BR Research

OGDCL going global, again!

Published May 19, 2011 Updated May 19, 2011 12:00am

Finally, the relentless Privatisation Commission (PC) officials have managed to persuade their hesitant fellows in the Finance ministry.
Earlier this week, PC signed a financial advisory services agreement for the offshore sale of the Oil & Gas Development Company Limiteds (OGDCL) exchangeable bonds with a consortium of Citibank, Credit Suisse, JP Morgan and BMA Capital.
These are crunch times for the government which has looked left, right and centre for budgetary support. What could be better than a debt arrangement which gets them valuable foreign exchange too.
The government has a majority shareholding of 74.8 percent in OGDCL, a company having clear market leadership in terms of oil and gas reserves, producing assets and exploration coverage in Pakistan.

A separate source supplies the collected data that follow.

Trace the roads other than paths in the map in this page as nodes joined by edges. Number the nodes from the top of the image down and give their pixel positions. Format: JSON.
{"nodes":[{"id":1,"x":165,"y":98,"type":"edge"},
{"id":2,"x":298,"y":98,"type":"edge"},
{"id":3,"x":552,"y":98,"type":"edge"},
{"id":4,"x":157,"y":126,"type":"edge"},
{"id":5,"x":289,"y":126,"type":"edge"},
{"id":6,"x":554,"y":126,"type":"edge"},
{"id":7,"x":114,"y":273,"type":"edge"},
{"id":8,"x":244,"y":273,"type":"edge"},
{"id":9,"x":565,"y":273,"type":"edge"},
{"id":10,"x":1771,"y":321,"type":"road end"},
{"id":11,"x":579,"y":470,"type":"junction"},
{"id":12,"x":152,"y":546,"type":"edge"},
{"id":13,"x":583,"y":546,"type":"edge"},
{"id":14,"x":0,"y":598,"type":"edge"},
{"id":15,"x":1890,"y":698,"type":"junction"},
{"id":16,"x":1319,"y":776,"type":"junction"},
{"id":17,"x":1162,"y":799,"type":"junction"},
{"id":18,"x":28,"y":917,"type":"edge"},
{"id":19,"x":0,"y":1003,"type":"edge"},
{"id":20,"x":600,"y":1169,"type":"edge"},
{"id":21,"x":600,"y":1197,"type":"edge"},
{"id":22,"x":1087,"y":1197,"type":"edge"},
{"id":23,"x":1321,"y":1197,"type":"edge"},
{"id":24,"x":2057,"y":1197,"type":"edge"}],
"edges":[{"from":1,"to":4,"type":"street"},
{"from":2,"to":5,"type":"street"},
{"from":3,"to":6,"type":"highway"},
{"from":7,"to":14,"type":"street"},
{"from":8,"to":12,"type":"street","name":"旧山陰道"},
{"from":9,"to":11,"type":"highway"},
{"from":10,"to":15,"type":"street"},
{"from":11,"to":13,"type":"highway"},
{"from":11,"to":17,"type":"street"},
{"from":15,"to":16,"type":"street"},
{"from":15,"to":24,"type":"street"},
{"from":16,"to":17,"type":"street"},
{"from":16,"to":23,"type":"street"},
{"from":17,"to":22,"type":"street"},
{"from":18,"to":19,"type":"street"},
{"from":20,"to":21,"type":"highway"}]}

It has been reported that the PC is looking to raise more than $500 million through monetising up to 10 percent of government shareholding (up to 430 million shares) in OGDCL through this transaction by the end of current fiscal year.

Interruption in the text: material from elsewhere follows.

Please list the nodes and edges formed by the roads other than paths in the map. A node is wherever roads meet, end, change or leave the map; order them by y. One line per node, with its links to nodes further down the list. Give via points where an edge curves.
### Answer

The exchangeable bonds will be issued and securitised by the government. OGDCL shares will be offered as the underlying security and investors will have the option to buy OGDCLs stock in future.
Hamad Aslam, head of Equities at BMA Capital told BR Research that the consortium is currently working on the transactions offering document.

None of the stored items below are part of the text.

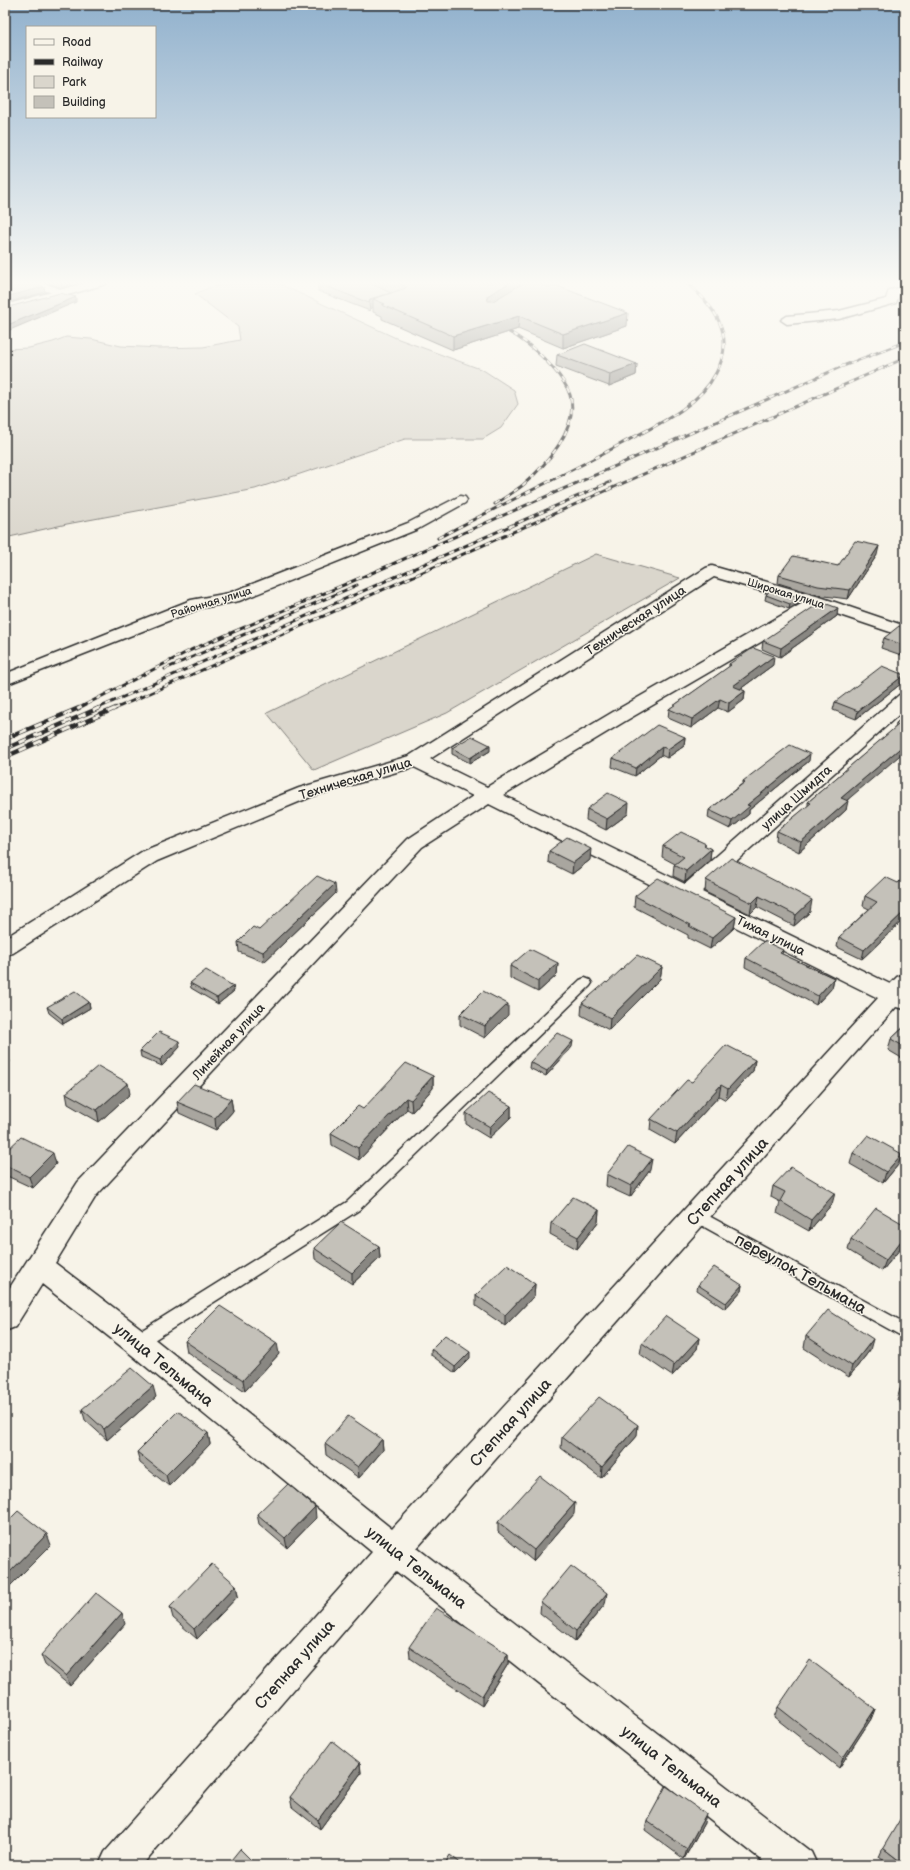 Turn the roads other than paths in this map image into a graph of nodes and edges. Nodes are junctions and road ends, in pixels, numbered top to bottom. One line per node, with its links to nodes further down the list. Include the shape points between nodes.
1 (460, 500): 5 (street, Районная улица, via 406,528 233,597 197,604 110,636)
2 (712, 571): 3 (street, Широкая улица); 7 (street, Техническая улица)
3 (817, 602): 4 (street, Широкая улица); 8 (street)
4 (905, 632)
5 (5, 680)
6 (905, 699): 9 (street, улица Шмидта)
7 (416, 760): 8 (street, Тихая улица); 10 (street, Техническая улица, via 306,792 150,856)
8 (487, 796): 9 (street, Тихая улица); 14 (street, Линейная улица, via 415,843 88,1189)
9 (687, 894): 12 (street, Тихая улица)
10 (5, 948)
11 (585, 983): 17 (lane, via 352,1206)
12 (901, 993): 13 (street, Степная улица)
13 (696, 1215): 16 (lane, переулок Тельмана); 18 (street, Степная улица)
14 (38, 1265): 15 (street, Линейная улица); 17 (street, улица Тельмана)
15 (5, 1319)
16 (905, 1331)
17 (137, 1342): 18 (street, улица Тельмана)
18 (394, 1550): 19 (street, Степная улица); 20 (street, улица Тельмана)
19 (118, 1865)
20 (798, 1865)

According to Aslam, the maturity of the bonds could be between three to five years. The coupon rate would be dollar-based and fixed at 5 or 6 percent. Three to four years down the road, bondholders can exercise the uy option to exchange bonds with OGDCLs stocks at a strike price determined at the time of transaction.
The strike price would be set at a 15 to 20 percent premium to OGDCLs share price on the date of bond issuance.
If this deal comes through, it will mark Pakistans return to international capital markets for the first time since June 2007 when Global Depository Receipts (GDRs) of UBL were issued to international institutions and investors.
OGDCL has gone international before, when $738 million were raised through flotation of GDRs worth 9.5 percent of government shareholding on the London Stock Exchange in December 2006.
The high profile consortium handling the OGDCL bond issue will have their hands full if the transaction is to be completed before June 30, 2011 - the deadline set forth in the agreement between the consortium and the Commission.
Besides working out an attractive deal, they will also have to undertake aggressive marketing such as conducting road shows and teleconferencing, for international investors.
Some experts believe that timing of the bond issue is not right because Pakistans risk premium in international capital markets is currently running high due to various reasons. At a time when interest rates and yields are declining in international markets, yield on Pakistans Eurobonds has gone up, currently over 10 percent.
On this, Aslam said that the OGDCLs exchangeable bond would have lower yield because it offers interest bearing coupons as well as the uy option, compared to Pakistans Eurobonds, which only offer plain vanilla interest.
Given a choice, investors would likely opt for exchangeable bonds instead of Eurobonds because the former offer potential investors exposure in the lucrative oil and gas sector of Pakistan.
However, given the fact that the consortium still has a long way to go before completing this transaction, the deadline of June 30, 2011 seems a bit optimistic.